-- Exercise data follows --

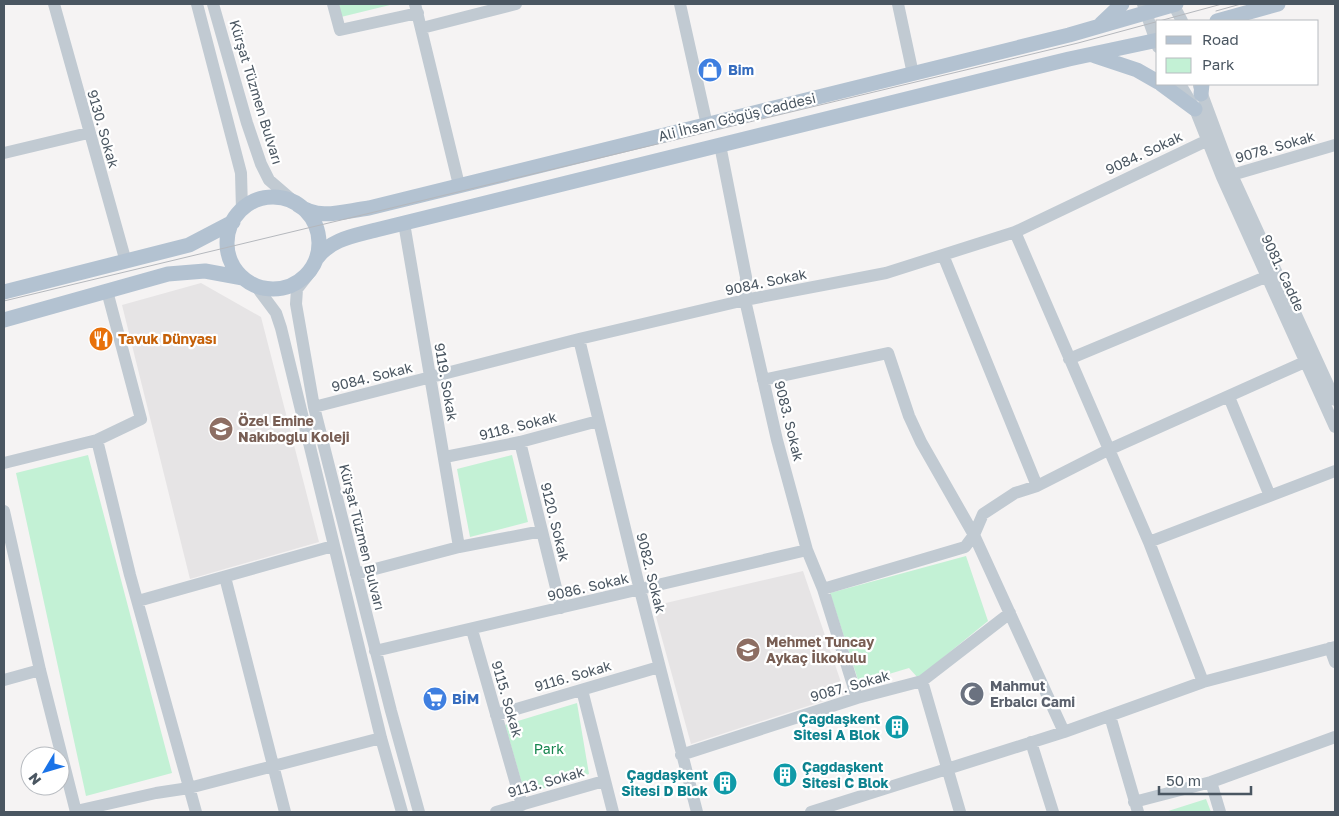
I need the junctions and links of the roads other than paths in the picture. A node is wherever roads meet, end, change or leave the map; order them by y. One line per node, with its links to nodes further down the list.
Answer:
1 (54, 4): 28 (street, 9130. Sokak)
2 (197, 4): 36 (street)
3 (213, 4): 35 (street, Kürşat Tüzmen Bulvarı)
4 (333, 4): 11 (street)
5 (680, 4): 27 (street)
6 (898, 4): 21 (street)
7 (1122, 4): 16 (main road)
8 (1174, 4): 12 (main road, Ali İhsan Göğüş Caddesi); 14 (street)
9 (1278, 4): 13 (main road)
10 (508, 5): 17 (street)
11 (416, 8): 17 (street)
12 (1144, 8): 16 (main road, Ali İhsan Göğüş Caddesi); 18 (street)
13 (1235, 17): 15 (main road)
14 (1182, 20)
15 (1222, 20)
16 (1097, 27): 21 (main road, Ali İhsan Göğüş Caddesi)
17 (422, 28): 34 (street)
18 (1156, 40)
19 (1156, 43): 20 (main road, Ali İhsan Göğüş Caddesi)
20 (1088, 55): 22 (main road); 30 (main road, Ali İhsan Göğüş Caddesi)
21 (913, 74): 27 (main road, Ali İhsan Göğüş Caddesi)
22 (1156, 81)
23 (1163, 85): 26 (main road)
24 (1181, 85): 26 (street, 9081. Cadde)
25 (1201, 87): 33 (street)
26 (1195, 109): 29 (street, 9081. Cadde)
27 (707, 125): 34 (main road, Ali İhsan Göğüş Caddesi)
28 (88, 133): 32 (street); 40 (street, 9130. Sokak)
29 (1206, 136): 33 (street, 9081. Cadde); 38 (street, 9084. Sokak)
30 (720, 145): 37 (main road, Ali İhsan Göğüş Caddesi); 46 (street, 9083. Sokak)
31 (1335, 145): 33 (street, 9078. Sokak)
32 (4, 154)
33 (1227, 176): 42 (street, 9081. Cadde); 53 (street)
34 (459, 186): 35 (main road, Ali İhsan Göğüş Caddesi)
35 (298, 205): 36 (main road); 41 (main road)
36 (237, 216): 40 (main road); 43 (main road)
37 (404, 223): 41 (main road, Ali İhsan Göğüş Caddesi); 51 (street, 9119. Sokak)
38 (1015, 232): 39 (street, 9084. Sokak); 49 (street)
39 (943, 255): 46 (street, 9084. Sokak); 65 (street)
40 (126, 262): 45 (main road)
41 (314, 264): 43 (main road); 56 (street, Kürşat Tüzmen Bulvarı)
42 (1268, 276): 49 (street); 50 (street, 9081. Cadde)
43 (250, 282): 44 (main road); 71 (street)
44 (107, 291): 47 (main road); 59 (street)
45 (4, 292)
46 (745, 300): 48 (street, 9084. Sokak); 52 (street, 9083. Sokak)
47 (4, 320)
48 (579, 339): 51 (street, 9084. Sokak); 57 (street, 9082. Sokak)
49 (1069, 359): 61 (street)
50 (1307, 362): 53 (street, 9081. Cadde); 54 (street)
51 (430, 378): 56 (street, 9084. Sokak); 62 (street, 9119. Sokak)
52 (764, 380): 69 (street); 73 (street, 9083. Sokak)
53 (1327, 382): 55 (street); 58 (street, 9081. Cadde)
54 (1229, 397): 61 (street); 66 (street)
55 (1335, 400)
56 (314, 407): 74 (street, Kürşat Tüzmen Bulvarı)
57 (598, 421): 60 (street, 9118. Sokak); 77 (street, 9082. Sokak)
58 (1335, 427)
59 (97, 440): 63 (street); 78 (street)
60 (520, 442): 62 (street, 9118. Sokak); 68 (street, 9120. Sokak)
61 (1108, 450): 65 (street); 70 (street)
62 (445, 457): 72 (street, 9119. Sokak)
63 (4, 463)
64 (1335, 471): 66 (street)
65 (1037, 486): 69 (street)
66 (1270, 496): 70 (street)
67 (4, 511): 86 (street)
68 (542, 531): 72 (street); 79 (street, 9120. Sokak)
69 (974, 535): 76 (street); 80 (street)
70 (1149, 542): 89 (street)
71 (333, 546): 75 (street); 96 (street)
72 (459, 547): 74 (street)
73 (807, 550): 76 (street, 9083. Sokak); 77 (street, 9086. Sokak)
74 (356, 574): 83 (street, Kürşat Tüzmen Bulvarı)
75 (225, 577): 78 (street); 99 (street)
76 (823, 589): 91 (street, 9083. Sokak)
77 (640, 590): 79 (street, 9086. Sokak); 85 (street, 9082. Sokak)
78 (138, 602): 103 (street)
79 (561, 608): 81 (street, 9086. Sokak)
80 (1010, 613): 88 (street, 9087. Sokak); 94 (street)
81 (472, 630): 83 (street, 9086. Sokak); 92 (street, 9115. Sokak)
82 (1334, 646): 84 (street); 89 (street)
83 (375, 651): 110 (street, Kürşat Tüzmen Bulvarı)
84 (1335, 662)
85 (659, 667): 90 (street, 9116. Sokak); 98 (street, 9082. Sokak)
86 (40, 670): 87 (street); 106 (street)
87 (4, 680)
88 (922, 681): 91 (street, 9087. Sokak); 100 (street)
89 (1203, 682): 93 (street)
90 (582, 690): 92 (street, 9116. Sokak); 101 (street)
91 (857, 698): 98 (street, 9087. Sokak)
92 (496, 714): 104 (street, 9115. Sokak)
93 (1110, 716): 94 (street); 105 (street)
94 (1064, 732): 97 (street)
95 (1335, 737): 102 (street)
96 (381, 738): 99 (street); 109 (street)
97 (1031, 742): 100 (street); 116 (street)
98 (681, 755): 113 (street, 9082. Sokak)
99 (272, 766): 103 (street); 108 (street)
100 (947, 771): 114 (street); 115 (street)
101 (604, 781): 104 (street, 9113. Sokak); 112 (street)
102 (1211, 782): 105 (street); 117 (street)
103 (189, 788): 106 (street); 107 (street)
104 (522, 805): 111 (street, 9113. Sokak)
105 (1136, 807)
106 (76, 812)
107 (196, 812)
108 (285, 812)
109 (402, 812)
110 (419, 812)
111 (496, 812)
112 (613, 812)
113 (697, 812)
114 (811, 812)
115 (960, 812)
116 (1053, 812)
117 (1220, 812)

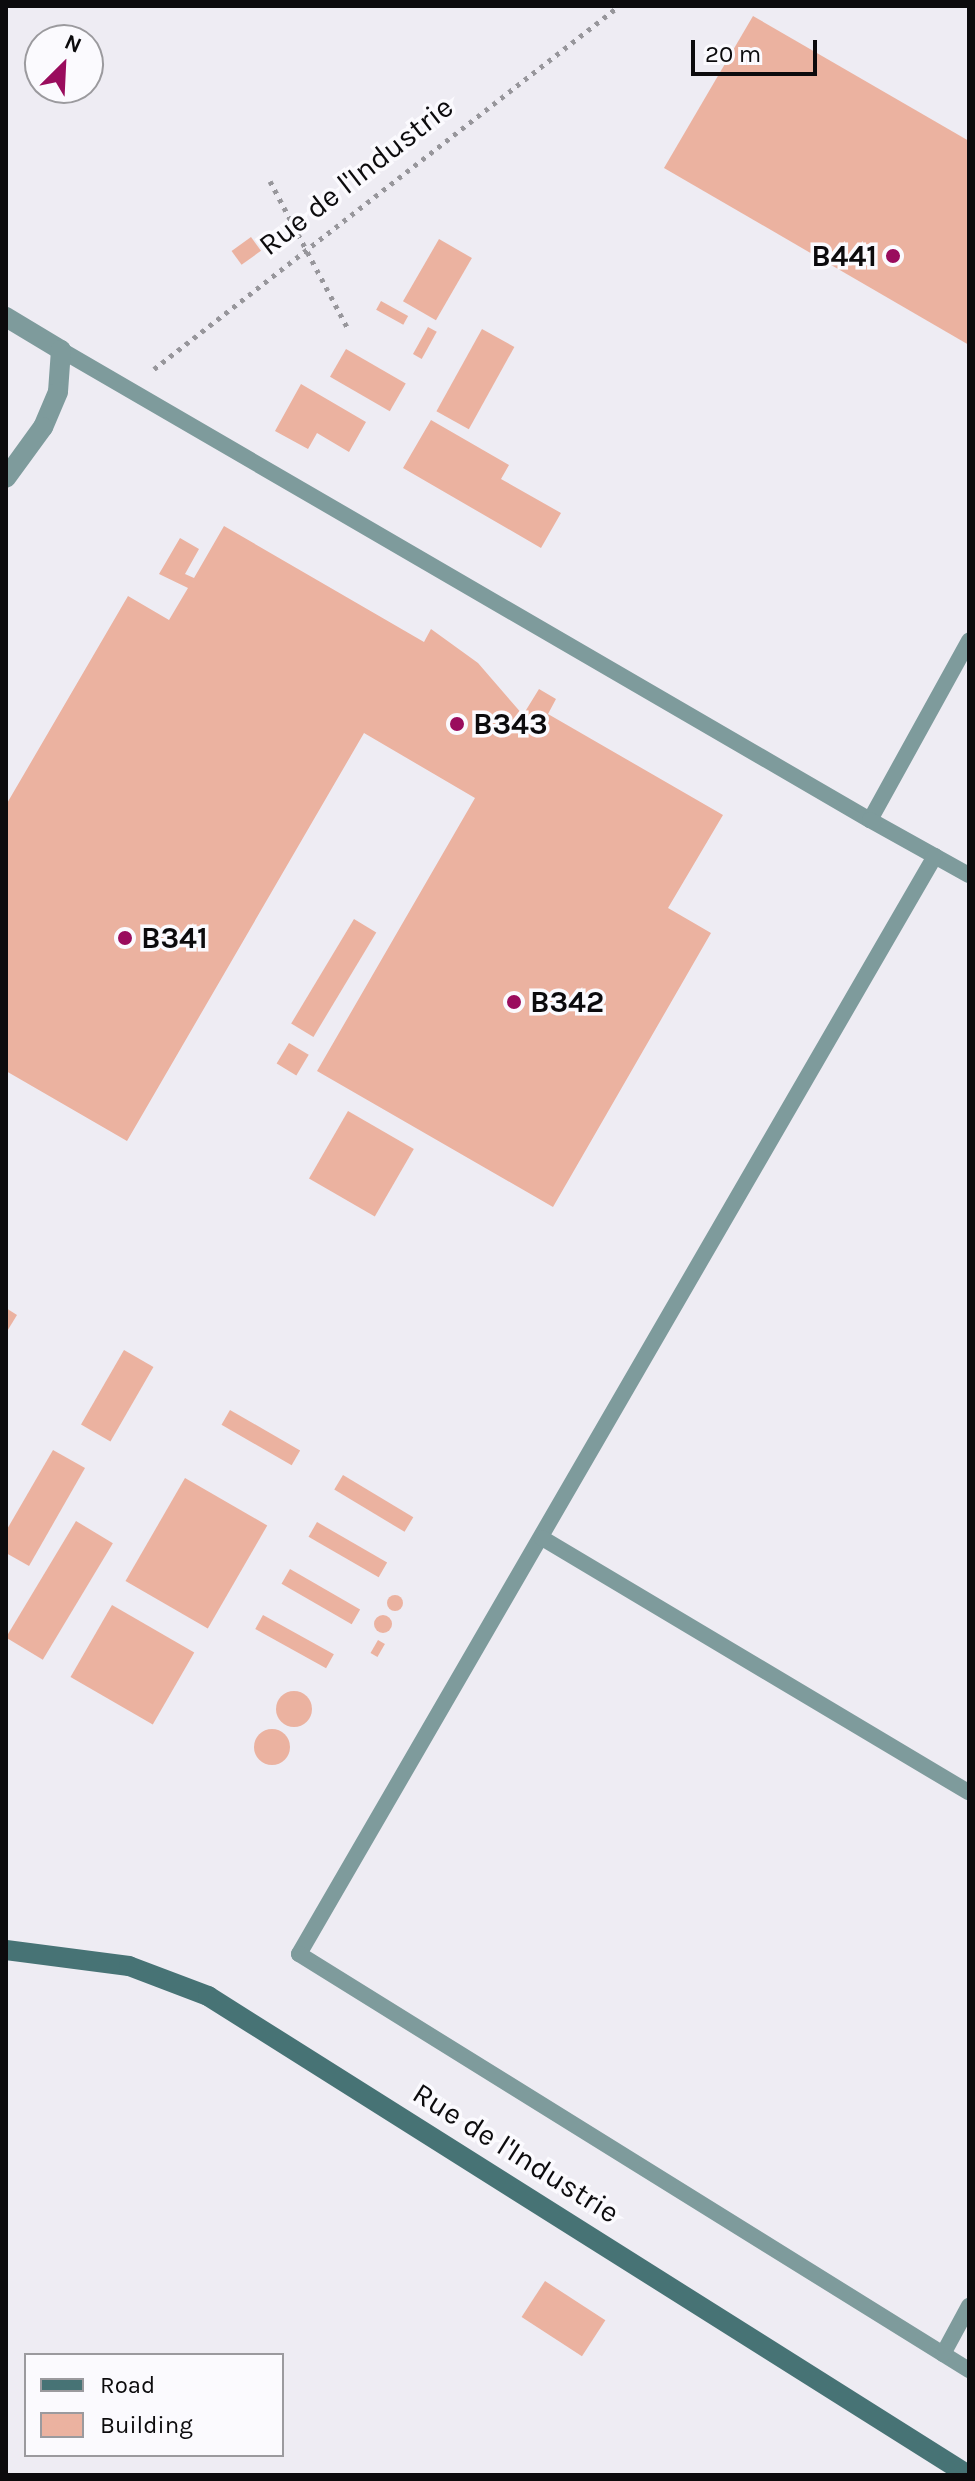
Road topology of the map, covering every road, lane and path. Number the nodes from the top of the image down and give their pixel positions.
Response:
1 (619, 6) edge
2 (270, 181) dead end
3 (309, 252) junction
4 (6, 317) edge
5 (347, 327) dead end
6 (61, 350) junction
7 (127, 389) junction
8 (6, 478) edge
9 (969, 641) edge
10 (870, 820) junction
11 (935, 856) junction
12 (969, 875) edge
13 (542, 1538) junction
14 (969, 1793) edge
15 (6, 1950) edge
16 (969, 2306) edge
17 (943, 2354) junction
18 (969, 2370) edge
19 (968, 2475) edge

1 - 3 path, Rue de l'Industrie
2 - 3 path
3 - 5 path
3 - 7 path, Rue de l'Industrie
4 - 6 street
6 - 7 lane
6 - 8 street
7 - 10 lane
9 - 10 lane
10 - 11 lane
11 - 12 lane
11 - 13 lane
13 - 14 lane
13 - 17 lane
15 - 19 main road, Rue de l'Industrie
16 - 17 lane
17 - 18 lane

-- Exercise data concluded --

- [Task prompt] Everything from the line containing "Road topology of" to the end of the data above should be quoted exactly, please, both ends included, and nothing outside that span.

- [Exercise solution]
Road topology of the map, covering every road, lane and path. Number the nodes from the top of the image down and give their pixel positions.
Response:
1 (619, 6) edge
2 (270, 181) dead end
3 (309, 252) junction
4 (6, 317) edge
5 (347, 327) dead end
6 (61, 350) junction
7 (127, 389) junction
8 (6, 478) edge
9 (969, 641) edge
10 (870, 820) junction
11 (935, 856) junction
12 (969, 875) edge
13 (542, 1538) junction
14 (969, 1793) edge
15 (6, 1950) edge
16 (969, 2306) edge
17 (943, 2354) junction
18 (969, 2370) edge
19 (968, 2475) edge

1 - 3 path, Rue de l'Industrie
2 - 3 path
3 - 5 path
3 - 7 path, Rue de l'Industrie
4 - 6 street
6 - 7 lane
6 - 8 street
7 - 10 lane
9 - 10 lane
10 - 11 lane
11 - 12 lane
11 - 13 lane
13 - 14 lane
13 - 17 lane
15 - 19 main road, Rue de l'Industrie
16 - 17 lane
17 - 18 lane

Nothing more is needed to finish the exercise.